(Saved entries)
▼▼▼

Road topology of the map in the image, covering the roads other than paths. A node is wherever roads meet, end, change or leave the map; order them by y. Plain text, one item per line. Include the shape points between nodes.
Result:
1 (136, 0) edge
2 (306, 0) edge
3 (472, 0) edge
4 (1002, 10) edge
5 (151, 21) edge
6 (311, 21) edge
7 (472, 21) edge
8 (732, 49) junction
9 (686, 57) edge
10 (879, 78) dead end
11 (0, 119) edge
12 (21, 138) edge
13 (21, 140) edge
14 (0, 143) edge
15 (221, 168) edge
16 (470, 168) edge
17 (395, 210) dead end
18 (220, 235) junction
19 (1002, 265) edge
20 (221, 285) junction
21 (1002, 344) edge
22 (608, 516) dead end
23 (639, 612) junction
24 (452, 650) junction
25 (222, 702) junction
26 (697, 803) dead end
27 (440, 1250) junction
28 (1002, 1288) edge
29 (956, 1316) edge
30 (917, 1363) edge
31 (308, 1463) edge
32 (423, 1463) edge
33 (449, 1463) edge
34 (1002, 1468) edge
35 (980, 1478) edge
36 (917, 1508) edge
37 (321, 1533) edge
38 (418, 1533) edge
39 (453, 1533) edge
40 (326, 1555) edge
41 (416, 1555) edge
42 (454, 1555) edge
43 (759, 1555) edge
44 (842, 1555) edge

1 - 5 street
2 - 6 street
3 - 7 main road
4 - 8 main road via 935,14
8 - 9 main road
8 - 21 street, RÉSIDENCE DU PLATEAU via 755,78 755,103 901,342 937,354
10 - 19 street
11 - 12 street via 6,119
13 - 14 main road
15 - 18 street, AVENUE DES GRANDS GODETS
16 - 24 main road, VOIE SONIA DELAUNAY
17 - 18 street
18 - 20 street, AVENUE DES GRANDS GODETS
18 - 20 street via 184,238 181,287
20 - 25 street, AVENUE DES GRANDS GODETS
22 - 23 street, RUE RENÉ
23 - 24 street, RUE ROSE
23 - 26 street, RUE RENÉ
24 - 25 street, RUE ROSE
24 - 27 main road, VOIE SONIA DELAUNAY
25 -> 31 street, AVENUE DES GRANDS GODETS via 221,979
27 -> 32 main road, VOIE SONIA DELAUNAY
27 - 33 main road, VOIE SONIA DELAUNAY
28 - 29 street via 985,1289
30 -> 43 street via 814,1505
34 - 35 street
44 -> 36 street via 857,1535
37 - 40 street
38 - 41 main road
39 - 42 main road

▲▲▲

* **THE TASK**
In the entries above, find each line with the word "junction" and return it.

* **EXERCISE RESULT**
8 (732, 49) junction
18 (220, 235) junction
20 (221, 285) junction
23 (639, 612) junction
24 (452, 650) junction
25 (222, 702) junction
27 (440, 1250) junction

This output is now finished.